Execute the three-phase DG training procedure.

Parameters:

Name Type Description Default
model BaseTSK

A DG-TSK or DG-ALETSK model instance, such as DGTSKClassifierModel, DGTSKRegressorModel, DGALETSKClassifierModel, or DGALETSKRegressorModel.

required
x Tensor

Training inputs of shape (N, D).

required
y Tensor

Training targets.

required
x_val Tensor | None

Validation inputs (used for threshold-search scoring). When None, training data is used for threshold selection.

None
y_val Tensor | None

Validation targets.

None
metrics list[str] | None

Optional list of metric names to evaluate.

None

Returns:

Type Description
dict[str, Any]

Dictionary with keys:

dict[str, Any]
  • "dg" — history dict from phase 1 (DG phase).
dict[str, Any]
  • "threshold" — result dict from search_thresholds().
dict[str, Any]
  • "finetune" — history dict from phase 3 (fine-tune phase).
Source code in highfis/optim/_dg.py
def fit(
    self,
    model: BaseTSK,
    x: Tensor,
    y: Tensor,
    *,
    x_val: Tensor | None = None,
    y_val: Tensor | None = None,
    metrics: list[str] | None = None,
) -> dict[str, Any]:
    """Execute the three-phase DG training procedure.

    Args:
        model: A DG-TSK or DG-ALETSK model instance, such as
            DGTSKClassifierModel, DGTSKRegressorModel,
            DGALETSKClassifierModel, or DGALETSKRegressorModel.
        x: Training inputs of shape ``(N, D)``.
        y: Training targets.
        x_val: Validation inputs (used for threshold-search scoring).
            When ``None``, training data is used for threshold selection.
        y_val: Validation targets.
        metrics: Optional list of metric names to evaluate.

    Returns:
        Dictionary with keys:

        - ``"dg"`` — history dict from phase 1 (DG phase).
        - ``"threshold"`` — result dict from search_thresholds().
        - ``"finetune"`` — history dict from phase 3 (fine-tune phase).
    """
    zeta_lambda = self.zeta_lambda if self.zeta_lambda is not None else _DEFAULT_ZETA
    zeta_theta = self.zeta_theta if self.zeta_theta is not None else _DEFAULT_ZETA

    if not isinstance(model, DGModelProtocol):
        raise TypeError("model must implement DGModelProtocol")

    # ── Phase 1: DG training ──────────────────────────────────────────
    dg_history = self._run_dg_phase(model, x, y, x_val, y_val, metrics)

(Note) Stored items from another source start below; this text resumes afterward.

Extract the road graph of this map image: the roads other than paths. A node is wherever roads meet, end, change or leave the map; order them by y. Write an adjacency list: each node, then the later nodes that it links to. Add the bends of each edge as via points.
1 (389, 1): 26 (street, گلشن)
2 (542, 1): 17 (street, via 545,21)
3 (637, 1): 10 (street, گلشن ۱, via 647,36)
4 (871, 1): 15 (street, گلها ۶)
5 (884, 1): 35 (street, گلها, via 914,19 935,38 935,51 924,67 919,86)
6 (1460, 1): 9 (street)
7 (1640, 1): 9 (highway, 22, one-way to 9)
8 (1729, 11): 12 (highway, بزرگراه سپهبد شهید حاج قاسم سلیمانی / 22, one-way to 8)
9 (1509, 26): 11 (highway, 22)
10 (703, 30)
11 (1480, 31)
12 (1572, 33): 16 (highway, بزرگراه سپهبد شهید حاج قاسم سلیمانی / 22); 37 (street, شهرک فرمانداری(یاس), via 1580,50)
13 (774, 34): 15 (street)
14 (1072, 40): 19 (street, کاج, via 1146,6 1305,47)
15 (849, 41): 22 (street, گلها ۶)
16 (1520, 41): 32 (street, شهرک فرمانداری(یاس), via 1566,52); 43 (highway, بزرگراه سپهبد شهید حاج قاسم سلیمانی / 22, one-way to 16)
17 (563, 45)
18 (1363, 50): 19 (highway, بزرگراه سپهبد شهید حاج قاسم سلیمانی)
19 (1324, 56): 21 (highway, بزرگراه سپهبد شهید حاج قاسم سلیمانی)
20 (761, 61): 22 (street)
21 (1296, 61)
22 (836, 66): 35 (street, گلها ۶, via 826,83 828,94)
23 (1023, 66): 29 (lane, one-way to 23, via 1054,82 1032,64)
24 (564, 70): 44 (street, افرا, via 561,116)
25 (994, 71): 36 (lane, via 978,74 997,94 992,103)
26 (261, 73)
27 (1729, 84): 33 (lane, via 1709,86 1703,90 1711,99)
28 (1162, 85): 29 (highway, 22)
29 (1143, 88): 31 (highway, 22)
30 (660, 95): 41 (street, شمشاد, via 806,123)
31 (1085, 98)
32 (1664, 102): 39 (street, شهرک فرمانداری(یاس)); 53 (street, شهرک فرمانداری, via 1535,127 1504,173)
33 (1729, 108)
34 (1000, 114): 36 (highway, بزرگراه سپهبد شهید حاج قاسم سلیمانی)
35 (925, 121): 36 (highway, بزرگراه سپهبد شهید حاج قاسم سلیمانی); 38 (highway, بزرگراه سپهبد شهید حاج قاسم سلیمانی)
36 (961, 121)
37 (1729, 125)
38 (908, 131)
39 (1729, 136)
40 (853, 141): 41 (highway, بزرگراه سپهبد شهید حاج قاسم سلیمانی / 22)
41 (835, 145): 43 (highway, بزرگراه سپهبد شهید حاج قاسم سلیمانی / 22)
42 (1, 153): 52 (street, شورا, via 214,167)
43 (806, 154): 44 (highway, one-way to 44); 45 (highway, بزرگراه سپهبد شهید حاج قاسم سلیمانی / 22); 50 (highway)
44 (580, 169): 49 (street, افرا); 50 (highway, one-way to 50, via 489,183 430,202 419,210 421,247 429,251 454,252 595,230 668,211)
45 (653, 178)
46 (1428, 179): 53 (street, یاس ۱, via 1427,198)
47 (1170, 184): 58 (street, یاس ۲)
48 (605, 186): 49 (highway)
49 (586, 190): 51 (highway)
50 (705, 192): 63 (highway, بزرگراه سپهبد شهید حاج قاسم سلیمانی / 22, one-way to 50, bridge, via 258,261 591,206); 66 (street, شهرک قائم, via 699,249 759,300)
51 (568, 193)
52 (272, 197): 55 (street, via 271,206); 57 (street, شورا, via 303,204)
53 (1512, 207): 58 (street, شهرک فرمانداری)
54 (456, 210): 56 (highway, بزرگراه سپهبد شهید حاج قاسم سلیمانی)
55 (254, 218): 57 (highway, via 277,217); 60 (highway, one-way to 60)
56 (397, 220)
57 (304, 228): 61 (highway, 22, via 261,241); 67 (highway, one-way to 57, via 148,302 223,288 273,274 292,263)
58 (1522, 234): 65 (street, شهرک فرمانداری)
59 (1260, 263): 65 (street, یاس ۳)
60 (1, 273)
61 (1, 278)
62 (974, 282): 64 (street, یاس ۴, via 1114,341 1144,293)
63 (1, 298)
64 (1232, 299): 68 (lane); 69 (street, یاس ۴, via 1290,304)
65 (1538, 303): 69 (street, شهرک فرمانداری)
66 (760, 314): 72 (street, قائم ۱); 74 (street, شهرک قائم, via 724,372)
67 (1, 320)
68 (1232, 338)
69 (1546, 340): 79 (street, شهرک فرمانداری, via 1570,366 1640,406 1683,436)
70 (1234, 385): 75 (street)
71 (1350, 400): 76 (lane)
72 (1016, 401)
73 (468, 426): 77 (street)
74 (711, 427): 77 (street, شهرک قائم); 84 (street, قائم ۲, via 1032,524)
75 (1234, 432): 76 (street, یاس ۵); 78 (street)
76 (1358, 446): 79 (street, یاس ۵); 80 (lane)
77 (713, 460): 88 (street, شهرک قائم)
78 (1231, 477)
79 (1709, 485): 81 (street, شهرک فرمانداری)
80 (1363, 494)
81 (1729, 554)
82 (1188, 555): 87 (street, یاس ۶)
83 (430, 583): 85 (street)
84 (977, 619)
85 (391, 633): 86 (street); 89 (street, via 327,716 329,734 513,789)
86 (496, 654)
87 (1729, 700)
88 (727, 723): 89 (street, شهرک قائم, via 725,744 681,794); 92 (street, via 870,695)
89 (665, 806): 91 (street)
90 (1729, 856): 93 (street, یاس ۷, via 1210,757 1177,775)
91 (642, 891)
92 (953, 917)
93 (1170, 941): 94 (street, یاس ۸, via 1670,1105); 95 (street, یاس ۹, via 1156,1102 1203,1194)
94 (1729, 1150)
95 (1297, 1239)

    # ── Phase 2: Threshold search + pruning ───────────────────────────
    x_eval = x_val if x_val is not None else x
    y_eval = y_val if y_val is not None else y

    threshold_result: dict[str, Any] = model.search_thresholds(
        x,
        y,
        zeta_lambda=zeta_lambda,
        zeta_theta=zeta_theta,
        x_val=x_eval,
        y_val=y_eval,
        use_lse=bool(self.use_lse),
        inplace=True,
        verbose=bool(self.verbose),
        structural=bool(self.structural_pruning),
    )

    # Slice x to surviving features when structural pruning was applied.
    sf = threshold_result.get("surviving_feature_indices")
    if self.structural_pruning and sf is not None and len(sf) < x.shape[1]:
        x_ft: Tensor = x[:, sf]
        x_val_ft: Tensor | None = x_val[:, sf] if x_val is not None else None
    else:
        x_ft, x_val_ft = x, x_val

    # ── Phase 3: Fine-tune ────────────────────────────────────────────
    finetune_history = self._run_finetune_phase(model, x_ft, y, x_val_ft, y_val, metrics)

    return {
        "dg": dg_history,
        "threshold": threshold_result,
        "finetune": finetune_history,
    }

FSRETrainer

Bases: BaseTrainer

Three-phase trainer for FSRE-ADATSK classifier and regressor models.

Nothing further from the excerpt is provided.